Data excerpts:
== == ==

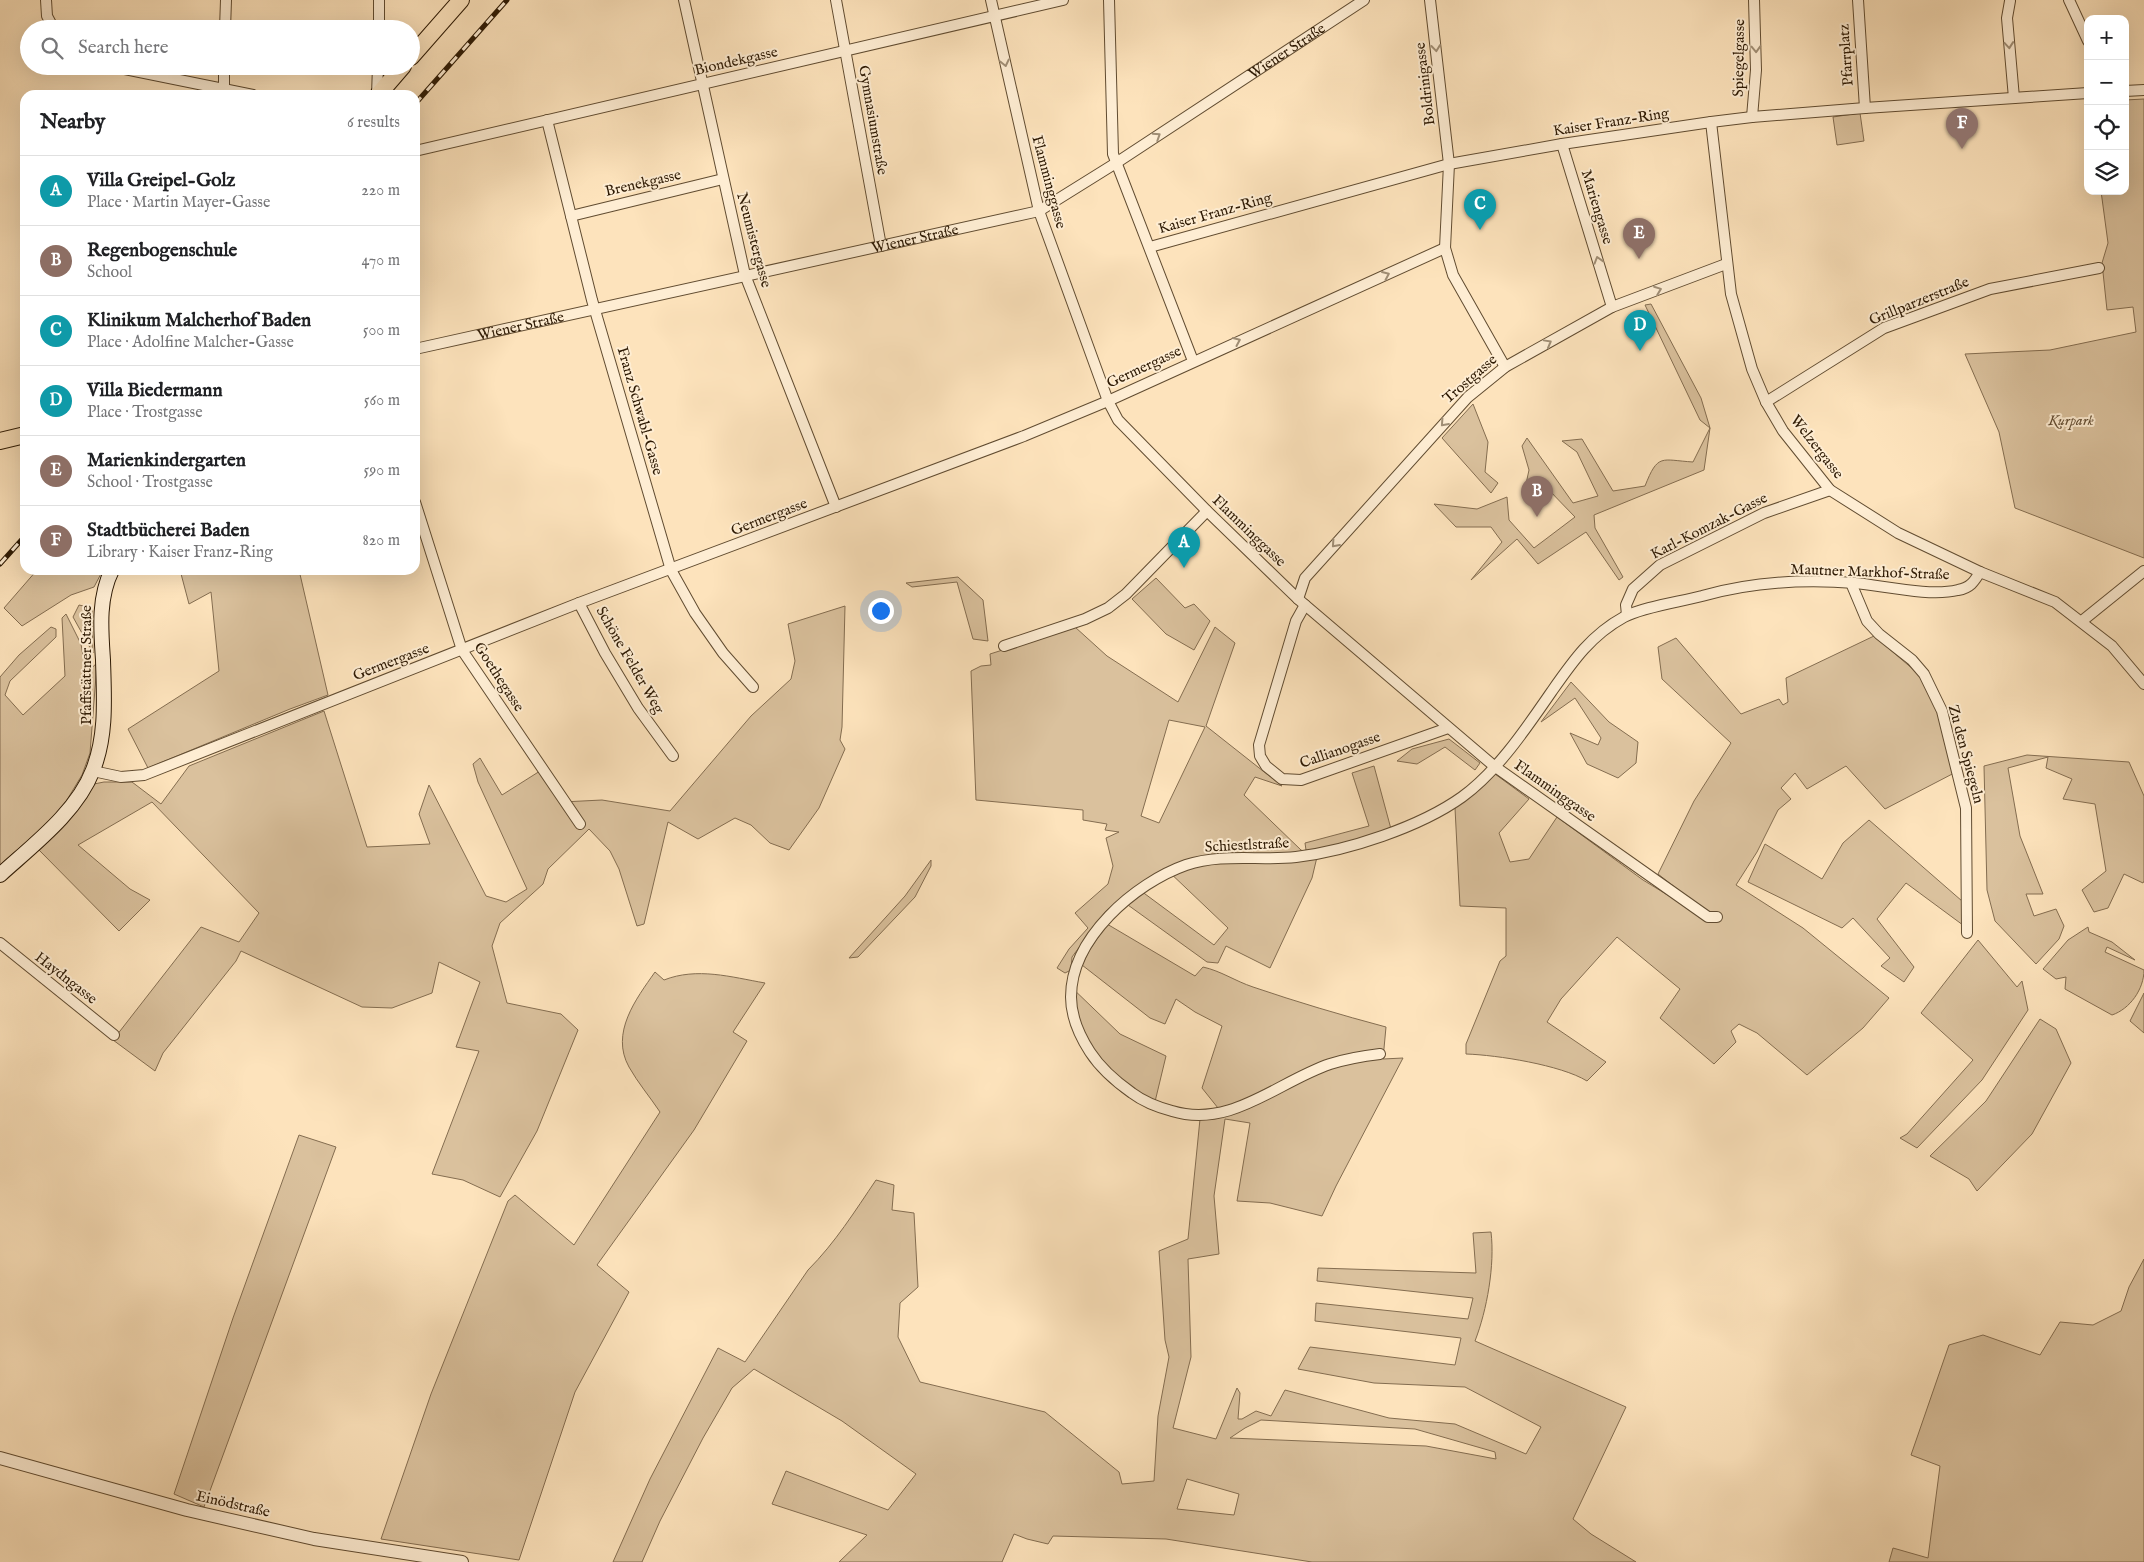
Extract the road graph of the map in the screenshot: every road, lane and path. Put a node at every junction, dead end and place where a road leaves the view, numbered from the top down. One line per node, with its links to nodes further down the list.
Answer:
1 (46, 0): 17 (street)
2 (226, 0): 18 (street)
3 (379, 0): 19 (street)
4 (461, 0): 21 (main road)
5 (684, 0): 27 (street, Neumistergasse)
6 (836, 0): 22 (street, Gymnasiumstraße)
7 (991, 0): 16 (street, Flamminggasse)
8 (1063, 0): 16 (street, Biondekgasse)
9 (1109, 0): 41 (street)
10 (1364, 0): 41 (street, Wiener Straße, one-way to 10)
11 (1430, 0): 42 (street, Boldrinigasse, one-way to 42)
12 (1754, 0): 36 (street, Spiegelgasse, one-way to 36)
13 (1858, 0): 35 (street, Pfarrplatz)
14 (2068, 0): 20 (street)
15 (2010, 1): 34 (street, one-way to 34)
16 (994, 16): 22 (street, Biondekgasse); 44 (street, Flamminggasse, one-way to 44)
17 (49, 20)
18 (225, 20)
19 (378, 20)
20 (2084, 33)
21 (420, 47)
22 (845, 51): 27 (street, Biondekgasse); 46 (street, Gymnasiumstraße)
23 (153, 75): 28 (street)
24 (224, 75): 28 (street)
25 (378, 75): 29 (street)
26 (395, 75): 30 (main road)
27 (702, 84): 37 (street, Biondekgasse); 43 (street, Neumistergasse)
28 (224, 90)
29 (378, 90)
30 (382, 90)
31 (2144, 90): 32 (street)
32 (2129, 91)
33 (2084, 93): 34 (street, Kaiser Franz-Ring)
34 (2014, 98): 35 (street, Kaiser Franz-Ring)
35 (1864, 108): 36 (street, Kaiser Franz-Ring)
36 (1752, 117): 38 (street, Kaiser Franz-Ring)
37 (547, 120): 40 (street, Biondekgasse); 45 (street, Franz Schwabl-Gasse)
38 (1711, 122): 39 (street, Kaiser Franz-Ring); 49 (street, Welzergasse)
39 (1562, 144): 42 (street, Kaiser Franz-Ring); 52 (street, Mariengasse, one-way to 39)
40 (420, 150)
41 (1116, 163): 44 (street, Wiener Straße); 47 (street)
42 (1449, 164): 47 (street, Kaiser Franz-Ring); 48 (street, Boldrinigasse)
43 (723, 179): 45 (street, Brenekgasse); 51 (street, Neumistergasse)
44 (1039, 211): 46 (street, Wiener Straße); 57 (street, Flamminggasse)
45 (571, 216): 53 (street, Franz Schwabl-Gasse)
46 (881, 246): 51 (street, Wiener Straße)
47 (1150, 247): 55 (street)
48 (1445, 248): 55 (street, Germergasse, one-way to 48); 56 (street, Boldrinigasse)
49 (1726, 264): 52 (street, Trostgasse, one-way to 49); 58 (street, Welzergasse)
50 (2099, 268): 58 (street, Grillparzerstraße)
51 (745, 275): 53 (street, Wiener Straße); 62 (street, Neumistergasse)
52 (1612, 307): 56 (street, Trostgasse, one-way to 52)
53 (594, 310): 54 (street, Wiener Straße); 65 (street, Franz Schwabl-Gasse)
54 (420, 348)
55 (1193, 361): 57 (street, Germergasse)
56 (1505, 366): 70 (street, Trostgasse, one-way to 70)
57 (1108, 401): 62 (street, Germergasse); 63 (street, Flamminggasse)
58 (1766, 402): 61 (street, Welzergasse)
59 (20, 436): 60 (main road)
60 (0, 441)
61 (1830, 490): 67 (street, Welzergasse); 72 (street, Karl-Komzak-Gasse)
62 (836, 507): 65 (street, Germergasse)
63 (1207, 511): 70 (street, Flamminggasse); 74 (street)
64 (420, 518): 75 (street, Goethegasse)
65 (671, 570): 71 (street, Germergasse); 77 (street, Franz Schwabl-Gasse)
66 (2144, 571): 73 (street)
67 (1980, 572): 69 (street, Mautner Markhof-Straße); 73 (street, Welzergasse)
68 (110, 575): 82 (main road, Pfaffstättner Straße)
69 (1851, 583): 72 (street, Mautner Markhof-Straße); 86 (street, Zu den Spiegeln)
70 (1301, 602): 78 (street, Flamminggasse); 79 (street, Trostgasse)
71 (579, 603): 75 (street, Germergasse); 80 (street, Schöne Felder Weg)
72 (1628, 615): 81 (street, Mautner Markhof-Straße)
73 (2082, 621): 76 (street, Welzergasse)
74 (1004, 646)
75 (462, 650): 82 (street, Germergasse); 83 (street, Goethegasse)
76 (2144, 684)
77 (753, 687)
78 (1448, 728): 79 (street, Callianogasse); 81 (street, Flamminggasse)
79 (1259, 745)
80 (673, 756)
81 (1494, 766): 85 (street, Flamminggasse); 89 (street, Schiestlstraße)
82 (93, 771): 84 (main road, Pfaffstättner Straße)
83 (580, 824)
84 (0, 874)
85 (1717, 916)
86 (1966, 933)
87 (0, 943): 88 (street, Haydngasse)
88 (114, 1035)
89 (1380, 1054)
90 (0, 1458): 91 (street, Einödstraße)
91 (462, 1562)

== == ==

- Task statement -
Please set down each entry word for word, without its images.

- Answer area -
Extract the road graph of the map in the screenshot: every road, lane and path. Put a node at every junction, dead end and place where a road leaves the view, numbered from the top down. One line per node, with its links to nodes further down the list.
Answer:
1 (46, 0): 17 (street)
2 (226, 0): 18 (street)
3 (379, 0): 19 (street)
4 (461, 0): 21 (main road)
5 (684, 0): 27 (street, Neumistergasse)
6 (836, 0): 22 (street, Gymnasiumstraße)
7 (991, 0): 16 (street, Flamminggasse)
8 (1063, 0): 16 (street, Biondekgasse)
9 (1109, 0): 41 (street)
10 (1364, 0): 41 (street, Wiener Straße, one-way to 10)
11 (1430, 0): 42 (street, Boldrinigasse, one-way to 42)
12 (1754, 0): 36 (street, Spiegelgasse, one-way to 36)
13 (1858, 0): 35 (street, Pfarrplatz)
14 (2068, 0): 20 (street)
15 (2010, 1): 34 (street, one-way to 34)
16 (994, 16): 22 (street, Biondekgasse); 44 (street, Flamminggasse, one-way to 44)
17 (49, 20)
18 (225, 20)
19 (378, 20)
20 (2084, 33)
21 (420, 47)
22 (845, 51): 27 (street, Biondekgasse); 46 (street, Gymnasiumstraße)
23 (153, 75): 28 (street)
24 (224, 75): 28 (street)
25 (378, 75): 29 (street)
26 (395, 75): 30 (main road)
27 (702, 84): 37 (street, Biondekgasse); 43 (street, Neumistergasse)
28 (224, 90)
29 (378, 90)
30 (382, 90)
31 (2144, 90): 32 (street)
32 (2129, 91)
33 (2084, 93): 34 (street, Kaiser Franz-Ring)
34 (2014, 98): 35 (street, Kaiser Franz-Ring)
35 (1864, 108): 36 (street, Kaiser Franz-Ring)
36 (1752, 117): 38 (street, Kaiser Franz-Ring)
37 (547, 120): 40 (street, Biondekgasse); 45 (street, Franz Schwabl-Gasse)
38 (1711, 122): 39 (street, Kaiser Franz-Ring); 49 (street, Welzergasse)
39 (1562, 144): 42 (street, Kaiser Franz-Ring); 52 (street, Mariengasse, one-way to 39)
40 (420, 150)
41 (1116, 163): 44 (street, Wiener Straße); 47 (street)
42 (1449, 164): 47 (street, Kaiser Franz-Ring); 48 (street, Boldrinigasse)
43 (723, 179): 45 (street, Brenekgasse); 51 (street, Neumistergasse)
44 (1039, 211): 46 (street, Wiener Straße); 57 (street, Flamminggasse)
45 (571, 216): 53 (street, Franz Schwabl-Gasse)
46 (881, 246): 51 (street, Wiener Straße)
47 (1150, 247): 55 (street)
48 (1445, 248): 55 (street, Germergasse, one-way to 48); 56 (street, Boldrinigasse)
49 (1726, 264): 52 (street, Trostgasse, one-way to 49); 58 (street, Welzergasse)
50 (2099, 268): 58 (street, Grillparzerstraße)
51 (745, 275): 53 (street, Wiener Straße); 62 (street, Neumistergasse)
52 (1612, 307): 56 (street, Trostgasse, one-way to 52)
53 (594, 310): 54 (street, Wiener Straße); 65 (street, Franz Schwabl-Gasse)
54 (420, 348)
55 (1193, 361): 57 (street, Germergasse)
56 (1505, 366): 70 (street, Trostgasse, one-way to 70)
57 (1108, 401): 62 (street, Germergasse); 63 (street, Flamminggasse)
58 (1766, 402): 61 (street, Welzergasse)
59 (20, 436): 60 (main road)
60 (0, 441)
61 (1830, 490): 67 (street, Welzergasse); 72 (street, Karl-Komzak-Gasse)
62 (836, 507): 65 (street, Germergasse)
63 (1207, 511): 70 (street, Flamminggasse); 74 (street)
64 (420, 518): 75 (street, Goethegasse)
65 (671, 570): 71 (street, Germergasse); 77 (street, Franz Schwabl-Gasse)
66 (2144, 571): 73 (street)
67 (1980, 572): 69 (street, Mautner Markhof-Straße); 73 (street, Welzergasse)
68 (110, 575): 82 (main road, Pfaffstättner Straße)
69 (1851, 583): 72 (street, Mautner Markhof-Straße); 86 (street, Zu den Spiegeln)
70 (1301, 602): 78 (street, Flamminggasse); 79 (street, Trostgasse)
71 (579, 603): 75 (street, Germergasse); 80 (street, Schöne Felder Weg)
72 (1628, 615): 81 (street, Mautner Markhof-Straße)
73 (2082, 621): 76 (street, Welzergasse)
74 (1004, 646)
75 (462, 650): 82 (street, Germergasse); 83 (street, Goethegasse)
76 (2144, 684)
77 (753, 687)
78 (1448, 728): 79 (street, Callianogasse); 81 (street, Flamminggasse)
79 (1259, 745)
80 (673, 756)
81 (1494, 766): 85 (street, Flamminggasse); 89 (street, Schiestlstraße)
82 (93, 771): 84 (main road, Pfaffstättner Straße)
83 (580, 824)
84 (0, 874)
85 (1717, 916)
86 (1966, 933)
87 (0, 943): 88 (street, Haydngasse)
88 (114, 1035)
89 (1380, 1054)
90 (0, 1458): 91 (street, Einödstraße)
91 (462, 1562)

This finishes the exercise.